● EXERCISE DIRECTIONS: Leave the images out and write out each entry exactly as shown.

##### INPUT DATA #####

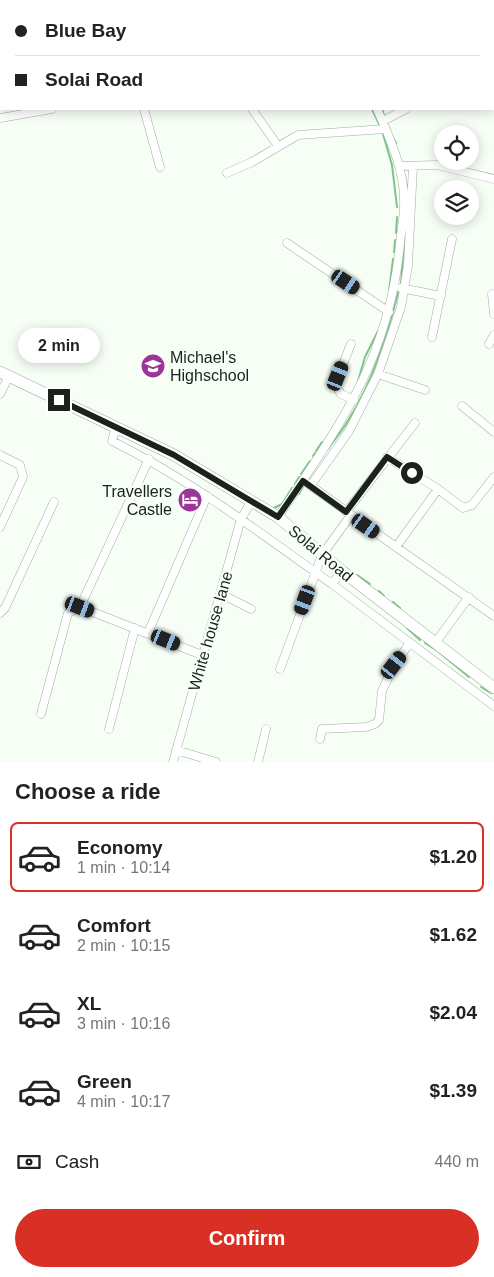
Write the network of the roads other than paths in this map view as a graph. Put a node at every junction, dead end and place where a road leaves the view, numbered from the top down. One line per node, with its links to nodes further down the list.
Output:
1 (46, 110): 6 (street)
2 (144, 110): 11 (street)
3 (253, 110): 8 (street)
4 (377, 110): 7 (street)
5 (405, 110): 7 (street)
6 (0, 118)
7 (384, 125): 8 (street); 9 (street)
8 (278, 146): 12 (street)
9 (399, 166): 10 (street); 16 (street)
10 (414, 166): 13 (street); 17 (street)
11 (160, 167)
12 (227, 173)
13 (494, 179)
14 (452, 239): 19 (street)
15 (287, 243): 20 (street)
16 (395, 287): 17 (street); 20 (street)
17 (405, 288): 19 (street); 27 (street)
18 (492, 294): 21 (street)
19 (441, 296): 23 (street)
20 (389, 312): 30 (street)
21 (494, 314)
22 (494, 335): 25 (street)
23 (432, 336)
24 (351, 344): 30 (street)
25 (489, 344)
26 (5, 374): 29 (street); 33 (highway, Solai Road)
27 (378, 374): 28 (street); 40 (street)
28 (425, 390)
29 (0, 394)
30 (354, 400): 39 (street)
31 (462, 406): 34 (street)
32 (415, 423): 36 (street)
33 (116, 427): 37 (street); 44 (highway, Solai Road)
34 (494, 432)
35 (0, 454): 48 (street)
36 (387, 457): 41 (street); 45 (street)
37 (149, 460): 42 (street); 56 (street)
38 (494, 478): 41 (street)
39 (303, 481): 40 (street); 46 (street)
40 (310, 485): 45 (street)
41 (438, 489): 49 (street)
42 (208, 496): 47 (street); 61 (street)
43 (54, 502): 58 (street)
44 (251, 502): 46 (highway, Solai Road); 47 (street, White house lane)
45 (349, 514): 49 (street); 50 (street)
46 (278, 517): 50 (highway, Solai Road)
47 (241, 519): 52 (street); 54 (street, White house lane)
48 (0, 528)
49 (396, 547): 55 (street)
50 (322, 554): 51 (highway, Solai Road); 52 (street)
51 (342, 571): 53 (street); 62 (highway, Solai Road)
52 (314, 572): 53 (street); 65 (street)
53 (332, 584): 63 (street)
54 (221, 594): 57 (street); 64 (street, White house lane)
55 (469, 597): 59 (street); 62 (street)
56 (80, 607): 60 (street); 68 (street)
57 (251, 609)
58 (0, 613)
59 (494, 616)
60 (135, 628): 61 (street); 69 (street)
61 (148, 633): 64 (street)
62 (434, 643): 66 (highway, Solai Road)
63 (409, 644): 67 (street); 71 (street)
64 (202, 655): 72 (street, White house lane)
65 (280, 669)
66 (494, 688)
67 (494, 706)
68 (41, 714)
69 (109, 729)
70 (266, 729): 75 (street)
71 (320, 739)
72 (176, 750): 73 (street, White house lane); 74 (street)
73 (173, 762)
74 (216, 762)
75 (258, 762)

#####

● COMPLETED TASK:
Write the network of the roads other than paths in this map view as a graph. Put a node at every junction, dead end and place where a road leaves the view, numbered from the top down. One line per node, with its links to nodes further down the list.
Output:
1 (46, 110): 6 (street)
2 (144, 110): 11 (street)
3 (253, 110): 8 (street)
4 (377, 110): 7 (street)
5 (405, 110): 7 (street)
6 (0, 118)
7 (384, 125): 8 (street); 9 (street)
8 (278, 146): 12 (street)
9 (399, 166): 10 (street); 16 (street)
10 (414, 166): 13 (street); 17 (street)
11 (160, 167)
12 (227, 173)
13 (494, 179)
14 (452, 239): 19 (street)
15 (287, 243): 20 (street)
16 (395, 287): 17 (street); 20 (street)
17 (405, 288): 19 (street); 27 (street)
18 (492, 294): 21 (street)
19 (441, 296): 23 (street)
20 (389, 312): 30 (street)
21 (494, 314)
22 (494, 335): 25 (street)
23 (432, 336)
24 (351, 344): 30 (street)
25 (489, 344)
26 (5, 374): 29 (street); 33 (highway, Solai Road)
27 (378, 374): 28 (street); 40 (street)
28 (425, 390)
29 (0, 394)
30 (354, 400): 39 (street)
31 (462, 406): 34 (street)
32 (415, 423): 36 (street)
33 (116, 427): 37 (street); 44 (highway, Solai Road)
34 (494, 432)
35 (0, 454): 48 (street)
36 (387, 457): 41 (street); 45 (street)
37 (149, 460): 42 (street); 56 (street)
38 (494, 478): 41 (street)
39 (303, 481): 40 (street); 46 (street)
40 (310, 485): 45 (street)
41 (438, 489): 49 (street)
42 (208, 496): 47 (street); 61 (street)
43 (54, 502): 58 (street)
44 (251, 502): 46 (highway, Solai Road); 47 (street, White house lane)
45 (349, 514): 49 (street); 50 (street)
46 (278, 517): 50 (highway, Solai Road)
47 (241, 519): 52 (street); 54 (street, White house lane)
48 (0, 528)
49 (396, 547): 55 (street)
50 (322, 554): 51 (highway, Solai Road); 52 (street)
51 (342, 571): 53 (street); 62 (highway, Solai Road)
52 (314, 572): 53 (street); 65 (street)
53 (332, 584): 63 (street)
54 (221, 594): 57 (street); 64 (street, White house lane)
55 (469, 597): 59 (street); 62 (street)
56 (80, 607): 60 (street); 68 (street)
57 (251, 609)
58 (0, 613)
59 (494, 616)
60 (135, 628): 61 (street); 69 (street)
61 (148, 633): 64 (street)
62 (434, 643): 66 (highway, Solai Road)
63 (409, 644): 67 (street); 71 (street)
64 (202, 655): 72 (street, White house lane)
65 (280, 669)
66 (494, 688)
67 (494, 706)
68 (41, 714)
69 (109, 729)
70 (266, 729): 75 (street)
71 (320, 739)
72 (176, 750): 73 (street, White house lane); 74 (street)
73 (173, 762)
74 (216, 762)
75 (258, 762)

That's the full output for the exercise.